[comp.os.minix] cmp.c again: this time it works...

wayne@csri.toronto.edu (Wayne Hayes) (10/06/90)
Awhile ago I posted a diatribe about piping in Minix, concluding that there
was a bug in cmp.c when it read input from a pipe, and added a fix.  Well
the fix of course introduced a _new_ bug.  (Hey, I *did* say it was a kludgy
fix, OK?)

The fix was to change

    n1 = read(fd1, buf1, BLOCK_SIZE);
    n2 = read(fd2, buf2, BLOCK_SIZE);

to

    n1 = ...same...
    n2 = read(fd2, buf2, n1);

Now, this messes up if fd1 happens to have a size exactly divisible
by BLOCK_SIZE.  Then n1 = 0 at the last read, and then n2 will equal 0 as
well, and cmp.c will conclude the files are identical even if they aren't.
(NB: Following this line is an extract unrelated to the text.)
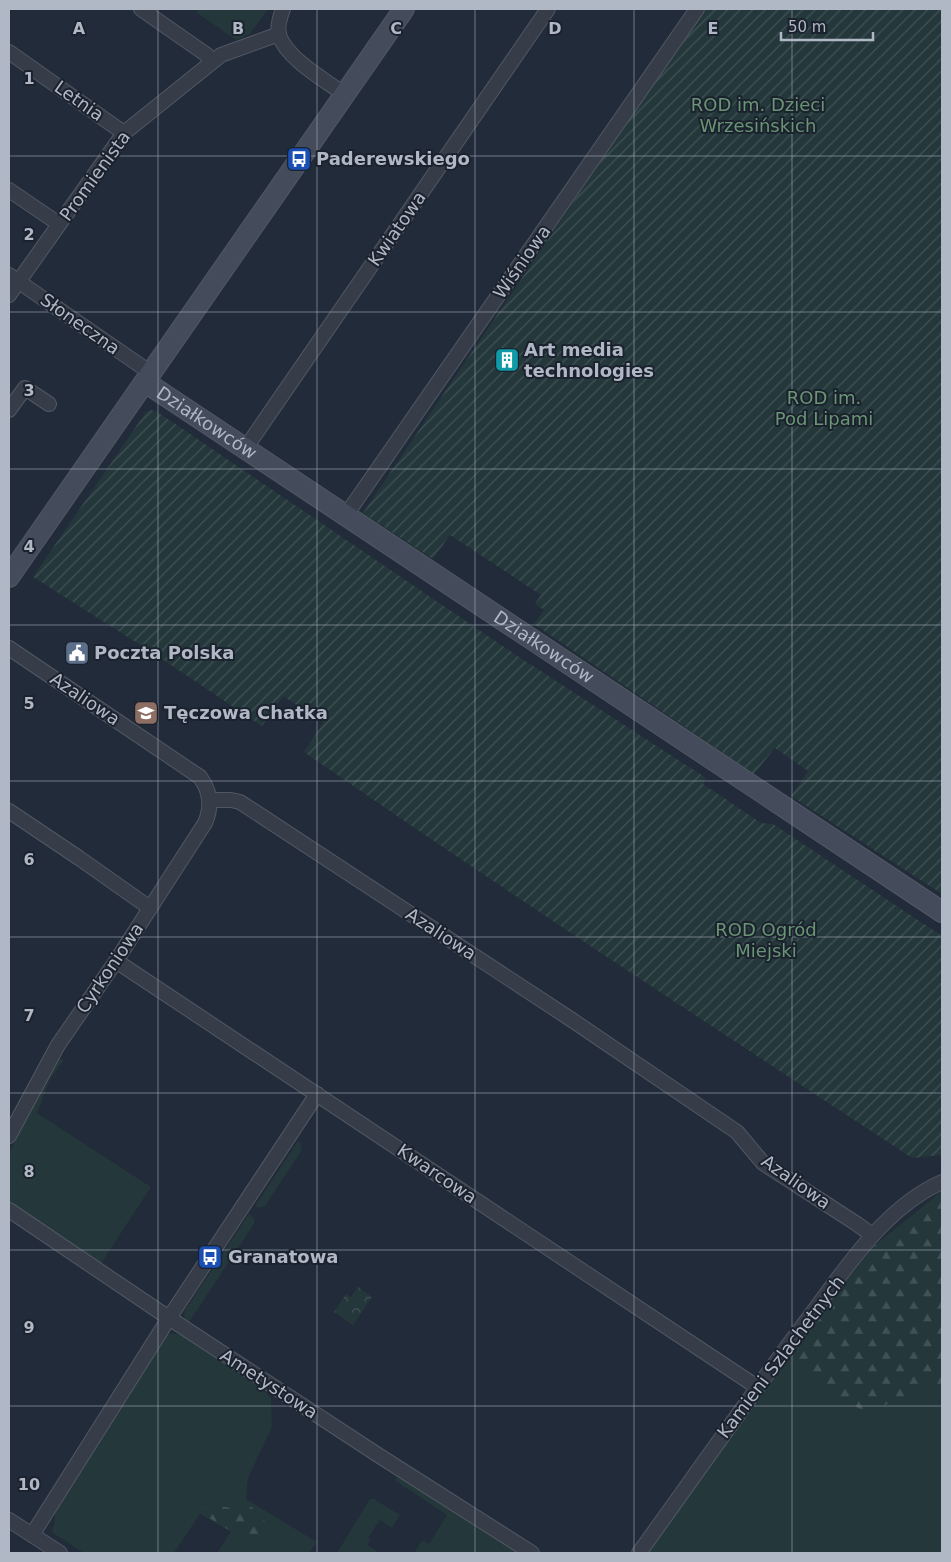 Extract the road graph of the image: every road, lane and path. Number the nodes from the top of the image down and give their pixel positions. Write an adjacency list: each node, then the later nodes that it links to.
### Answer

So first, if you used my fix last time, then go and change it back.  (Also
in the patch I last posted I only changed the cmp() routine, and not the
fastcmp() routine.)  

Then, apply the following cdif to the original 1.5.10 cmp.c.  This one
has been much more thoroughly tested, and I'm pretty sure it works.  It
also adds a feature to tell you *where* an EOF was reached if the -l flag
is included.  (I hope this isn't anti-POSIX.)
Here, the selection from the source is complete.